_PROBLEM DESCRIPTION_
Could you filter the records below and return each line that holds "from"?

_DATA SECTION_

^^^^

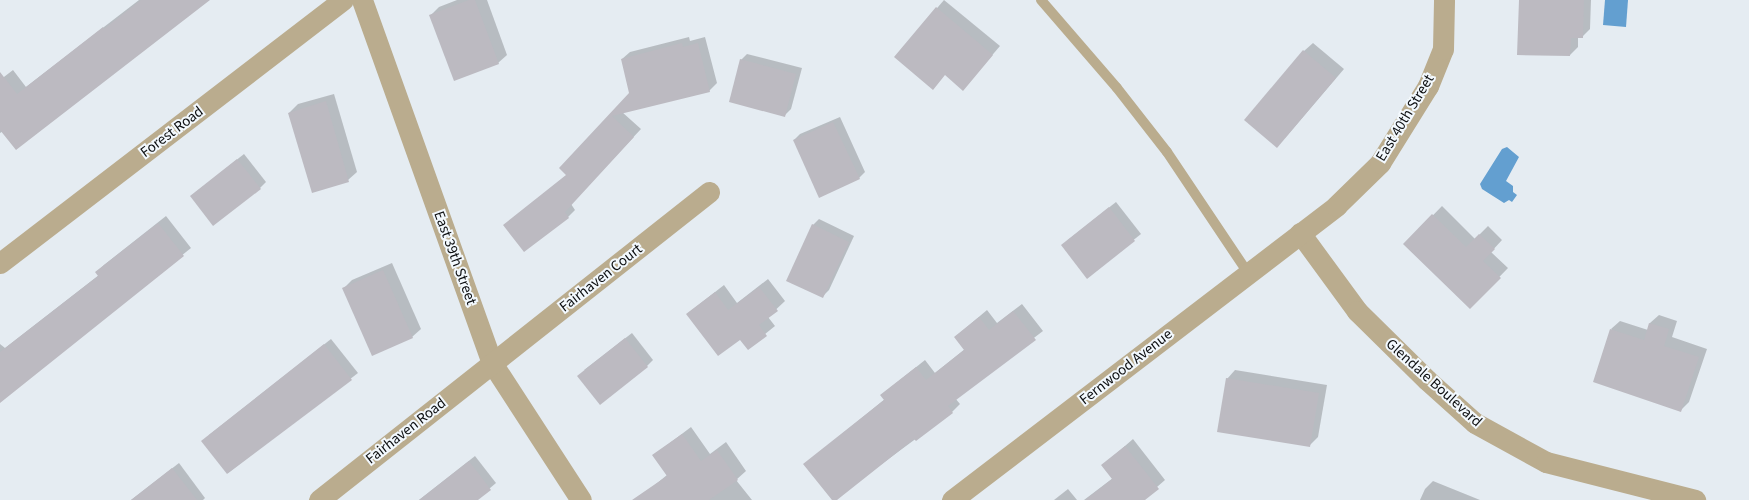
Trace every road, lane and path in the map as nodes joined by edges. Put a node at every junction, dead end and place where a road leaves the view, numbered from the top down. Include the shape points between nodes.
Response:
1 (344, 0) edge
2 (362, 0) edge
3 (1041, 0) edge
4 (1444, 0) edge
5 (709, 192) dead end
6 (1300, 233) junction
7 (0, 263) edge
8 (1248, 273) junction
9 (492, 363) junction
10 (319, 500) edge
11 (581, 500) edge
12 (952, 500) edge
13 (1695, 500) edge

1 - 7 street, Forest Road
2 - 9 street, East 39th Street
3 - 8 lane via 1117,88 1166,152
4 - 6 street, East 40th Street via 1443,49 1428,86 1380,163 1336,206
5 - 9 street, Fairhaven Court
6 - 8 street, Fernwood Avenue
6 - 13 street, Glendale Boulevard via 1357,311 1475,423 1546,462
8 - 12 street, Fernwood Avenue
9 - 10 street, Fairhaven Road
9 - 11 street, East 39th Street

^^^^

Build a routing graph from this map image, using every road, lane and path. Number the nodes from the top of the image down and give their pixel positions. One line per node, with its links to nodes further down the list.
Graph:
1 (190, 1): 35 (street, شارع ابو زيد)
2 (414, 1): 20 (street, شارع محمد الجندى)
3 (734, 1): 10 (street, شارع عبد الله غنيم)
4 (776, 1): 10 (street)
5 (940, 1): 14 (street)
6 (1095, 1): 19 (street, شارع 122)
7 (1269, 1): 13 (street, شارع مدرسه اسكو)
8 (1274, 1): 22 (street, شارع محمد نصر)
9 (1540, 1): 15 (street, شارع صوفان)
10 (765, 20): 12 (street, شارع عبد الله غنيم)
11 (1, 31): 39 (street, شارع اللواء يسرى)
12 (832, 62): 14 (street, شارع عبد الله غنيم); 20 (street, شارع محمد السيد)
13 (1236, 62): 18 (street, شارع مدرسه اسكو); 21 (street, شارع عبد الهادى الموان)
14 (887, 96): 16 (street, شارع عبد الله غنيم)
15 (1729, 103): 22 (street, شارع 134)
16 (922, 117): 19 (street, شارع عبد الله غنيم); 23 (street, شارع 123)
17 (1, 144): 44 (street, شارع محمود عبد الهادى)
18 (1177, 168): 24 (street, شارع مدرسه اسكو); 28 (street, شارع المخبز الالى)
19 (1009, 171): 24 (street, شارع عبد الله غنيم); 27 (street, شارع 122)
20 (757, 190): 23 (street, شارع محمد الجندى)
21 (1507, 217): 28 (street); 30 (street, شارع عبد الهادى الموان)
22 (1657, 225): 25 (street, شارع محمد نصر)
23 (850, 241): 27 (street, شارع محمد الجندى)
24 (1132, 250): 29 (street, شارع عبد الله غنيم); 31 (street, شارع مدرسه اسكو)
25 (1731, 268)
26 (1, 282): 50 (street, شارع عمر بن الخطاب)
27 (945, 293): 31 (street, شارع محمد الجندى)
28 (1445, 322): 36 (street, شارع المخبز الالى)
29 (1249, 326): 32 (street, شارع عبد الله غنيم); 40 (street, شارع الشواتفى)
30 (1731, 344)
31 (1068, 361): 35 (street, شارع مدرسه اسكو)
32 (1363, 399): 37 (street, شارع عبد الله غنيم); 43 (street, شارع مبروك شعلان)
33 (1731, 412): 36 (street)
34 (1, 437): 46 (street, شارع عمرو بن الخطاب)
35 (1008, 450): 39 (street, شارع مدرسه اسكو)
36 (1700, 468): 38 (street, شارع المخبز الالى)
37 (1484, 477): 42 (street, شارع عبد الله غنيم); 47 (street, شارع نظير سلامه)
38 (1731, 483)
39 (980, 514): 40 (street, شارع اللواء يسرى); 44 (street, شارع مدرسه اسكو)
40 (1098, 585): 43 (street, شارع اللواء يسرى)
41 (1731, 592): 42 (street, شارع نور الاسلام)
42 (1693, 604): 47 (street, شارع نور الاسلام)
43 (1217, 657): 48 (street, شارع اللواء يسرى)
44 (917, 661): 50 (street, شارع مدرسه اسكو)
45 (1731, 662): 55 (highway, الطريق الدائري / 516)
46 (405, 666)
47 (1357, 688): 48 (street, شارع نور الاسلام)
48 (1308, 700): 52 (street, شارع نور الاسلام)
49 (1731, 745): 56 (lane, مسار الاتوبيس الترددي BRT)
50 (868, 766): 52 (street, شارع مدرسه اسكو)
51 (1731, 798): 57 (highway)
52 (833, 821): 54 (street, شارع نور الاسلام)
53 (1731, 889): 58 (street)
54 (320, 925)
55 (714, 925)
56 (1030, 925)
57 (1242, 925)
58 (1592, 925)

^^^^

_ANSWER TO THIS TASK_
Trace every road, lane and path in the map as nodes joined by edges. Put a node at every junction, dead end and place where a road leaves the view, numbered from the top down. Include the shape points between nodes.
Build a routing graph from this map image, using every road, lane and path. Number the nodes from the top of the image down and give their pixel positions. One line per node, with its links to nodes further down the list.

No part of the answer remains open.